Zero to Maker(ゼロからのMaker):溶接を習う

Text by kanai


これから1カ月ちょっとの間、ちょっとヤル気のなかったMaker、 David LangがMakerカルチャーに身を沈め、我らの仲間、TechShopの寛大なるご協力のもと、できる限りのDIYスキルを習得していく様子をレポートします。彼は、何を学んだか、誰に会ったか、どんなハードルをクリアしたか(またはしなかったか)など、奮闘努力の過程を定期的に報告します。きっと面白いものになるよ。 – Gareth
先週末、私は知人の結婚式に出席し、久しぶりに会う気の知れた旧友たちとテーブルを囲んだ。

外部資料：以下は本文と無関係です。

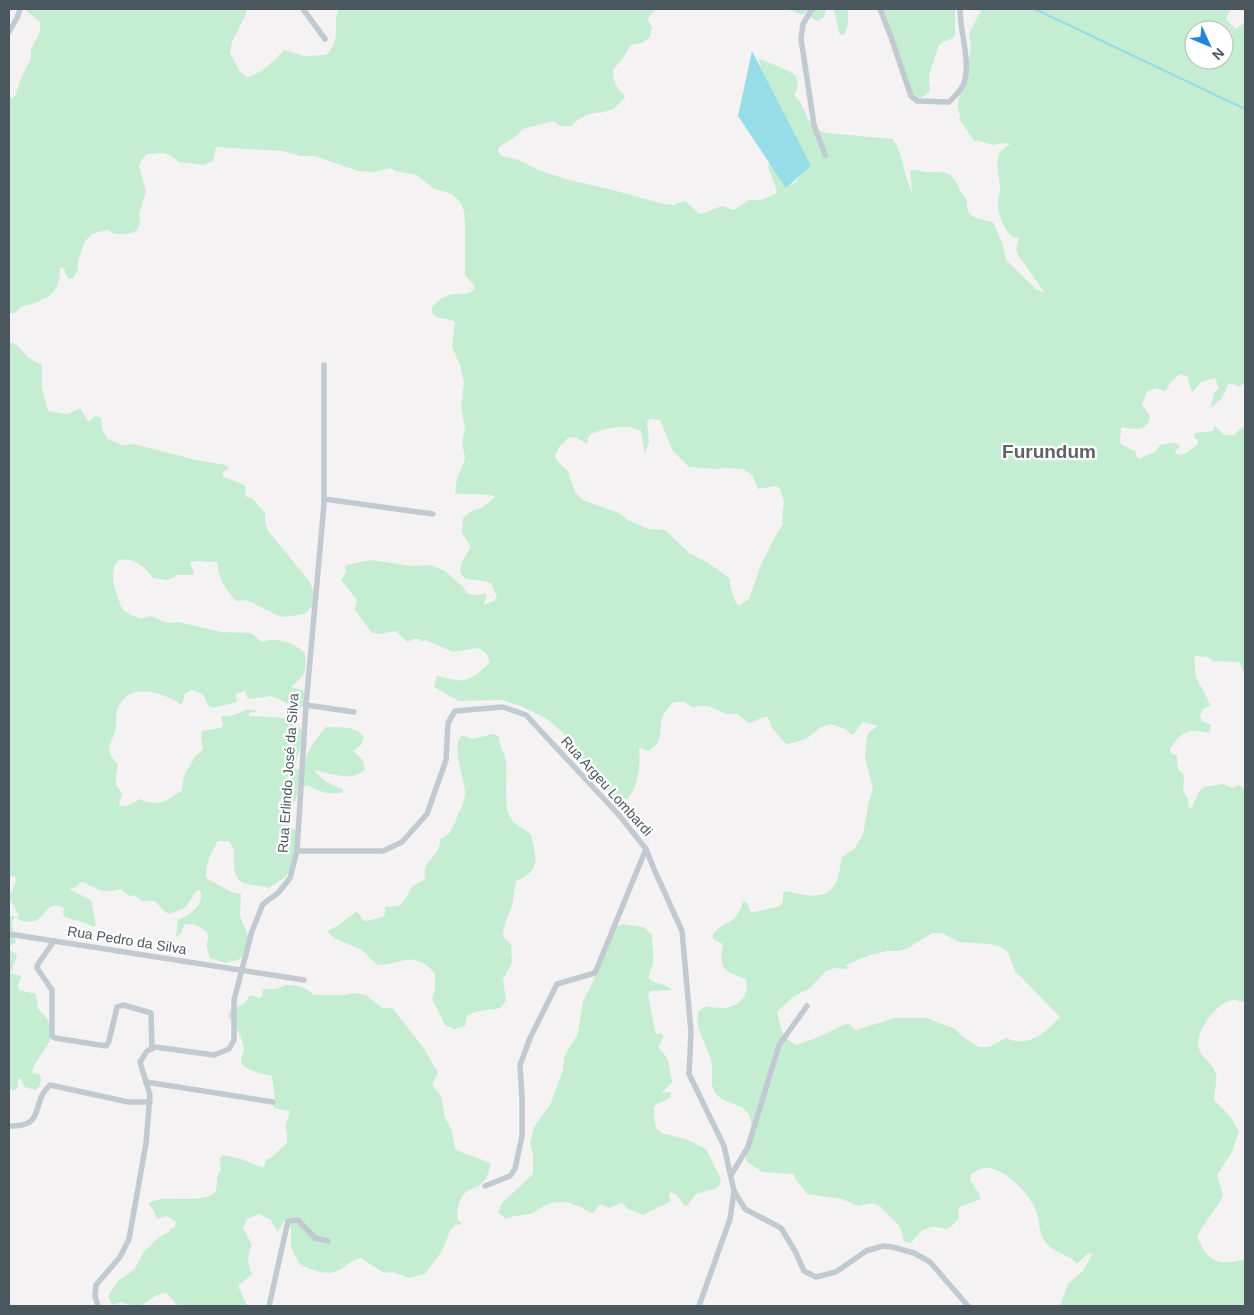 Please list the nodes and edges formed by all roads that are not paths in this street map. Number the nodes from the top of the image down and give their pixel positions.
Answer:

私たちは順番に近況報告をすることとなり、私の番がまわってきた。そこで私は、また自分の手で物を作り始めたこと、そして溶接の方法を習ったことを話した。すると友人のひとりの目が輝いた。彼は数年前から溶接を習いたいと思っていたのだそうだ。頭に思い描いている理想の焚き火用グリルを自作するためだ。彼のガールフレンドも、残りの連中も、イケアかコストコかアマゾンで買えば早いと口を揃えて言ったが、みんなは彼の気持ちがわかっていなかった。数ヶ月前までなら、より経済的なガールフレンドの案に賛成していただろうが、今は違う。私は彼のプランを聞き、なんと驚くべきことに、ちょっとしたアドバイスまでしてやった。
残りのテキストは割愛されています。